Intel’s Nehalem to feature eight cores, 16 threads

Intel Developer Forum — In his opening keynote speech at Fall IDF today, Intel CEO Paul Otellini revealed new details about the firm’s next-generation CPU microarchitecture, code-named Nehalem. The design is now complete, and Otellini claimed it’s on track for delivery in the second half of 2008. In fact, he displayed a wafer of Nehalem chips and reported that each chip will be comprised of approximately 731 million transistors.

Chief architect Glenn Hinton made an appearance in order to demo a working Nehalem-based system, just three weeks old, running Windows XP. Otellini also claimed the team managed to get Mac OS X booting just today.

In its “largest configuration,” Nehalem will pack eight CPU cores onto a single die. Each of those cores will present the system with two logical processors and be able to execute two threads via simultaneous multithreading (SMT)—a la HyperThreading. So a single Nehalem chip will be able to execute 16 threads at once.

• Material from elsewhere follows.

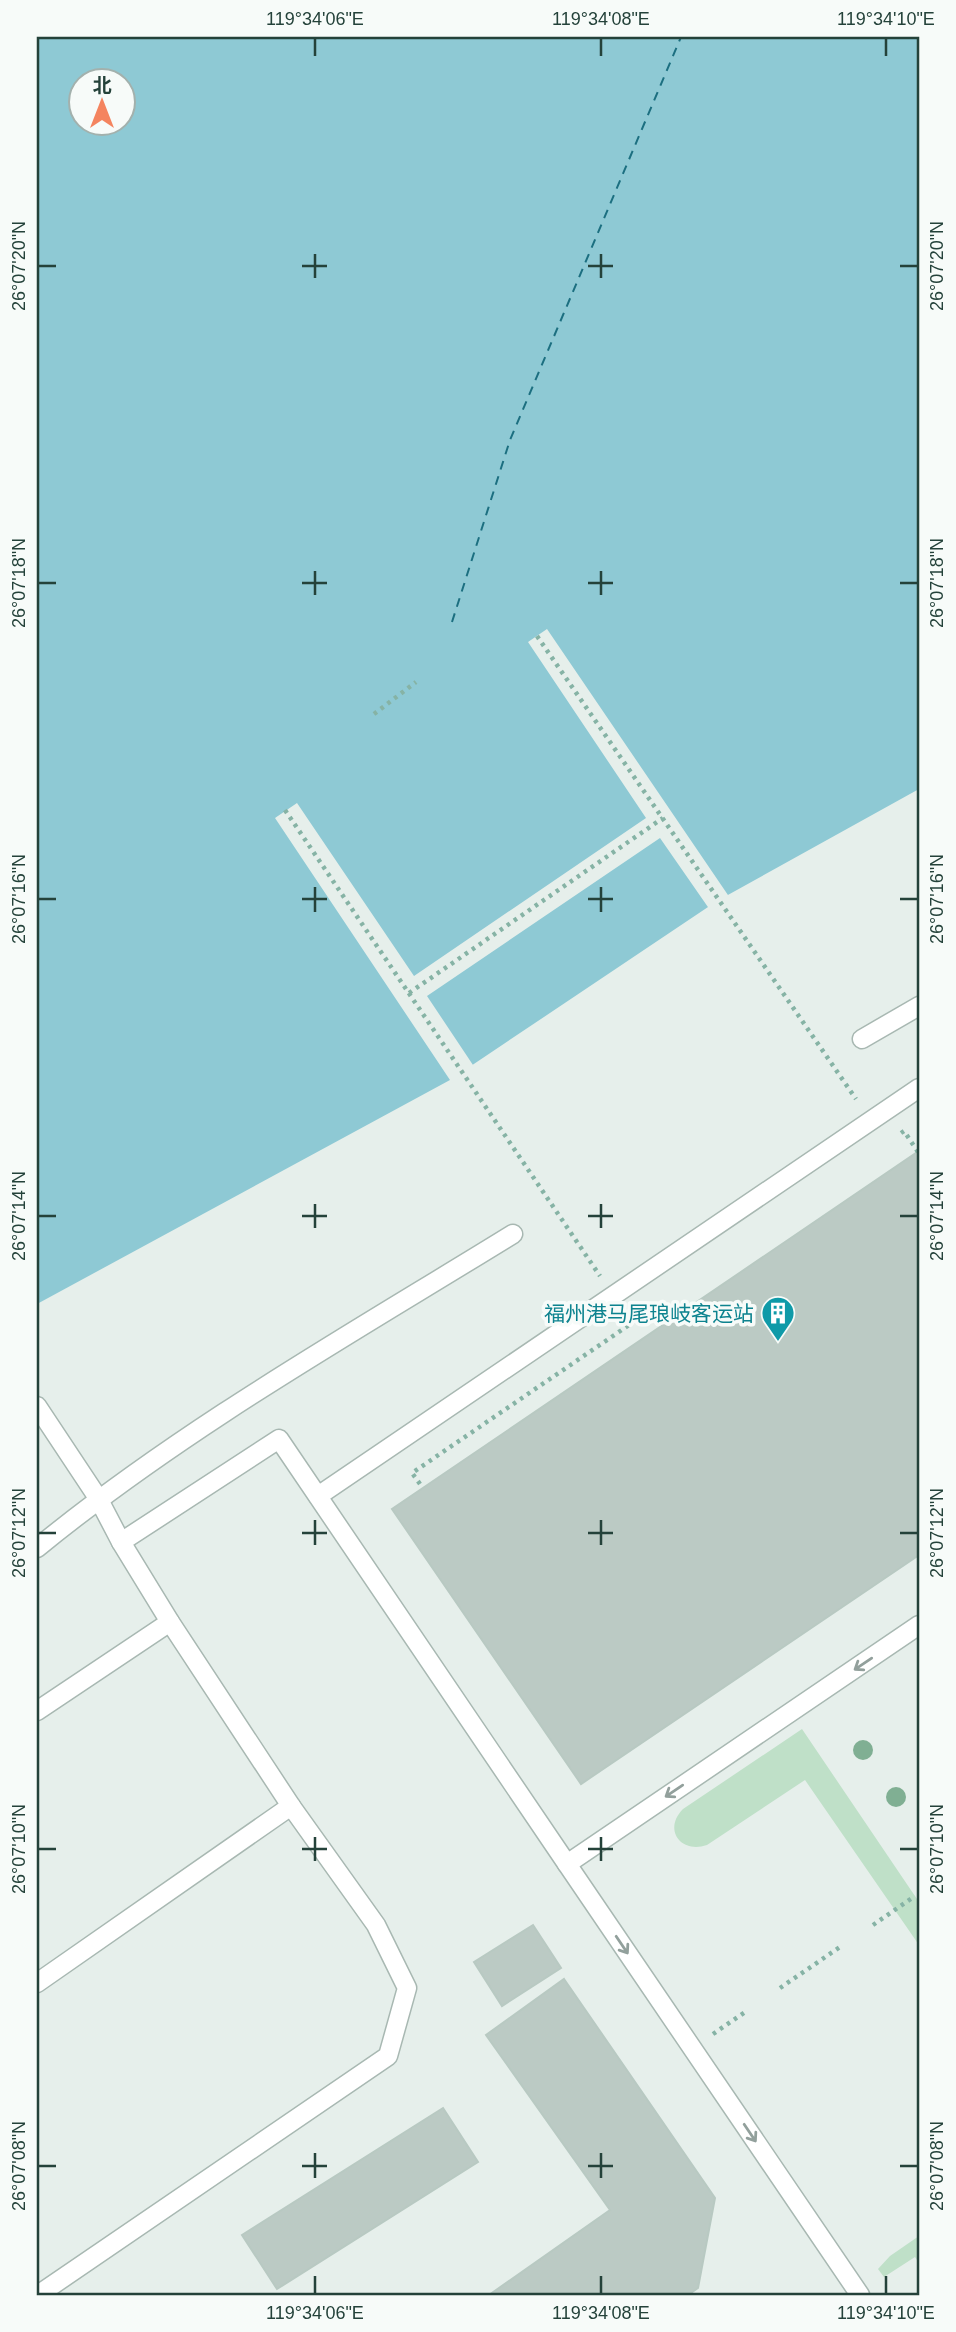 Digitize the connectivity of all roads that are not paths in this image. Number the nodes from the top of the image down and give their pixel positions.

Hinton said the design team put quite a bit of effort into improving single-threaded performance in Nehalem, and claimed that each feature added to the chip had to meet stringent power-efficiency guidelines, as well. Nehalem will integrate a high-performance memory controller and a new chip-to-chip interconnect known as QuickPath—both provisions similar to AMD’s Opteron processors.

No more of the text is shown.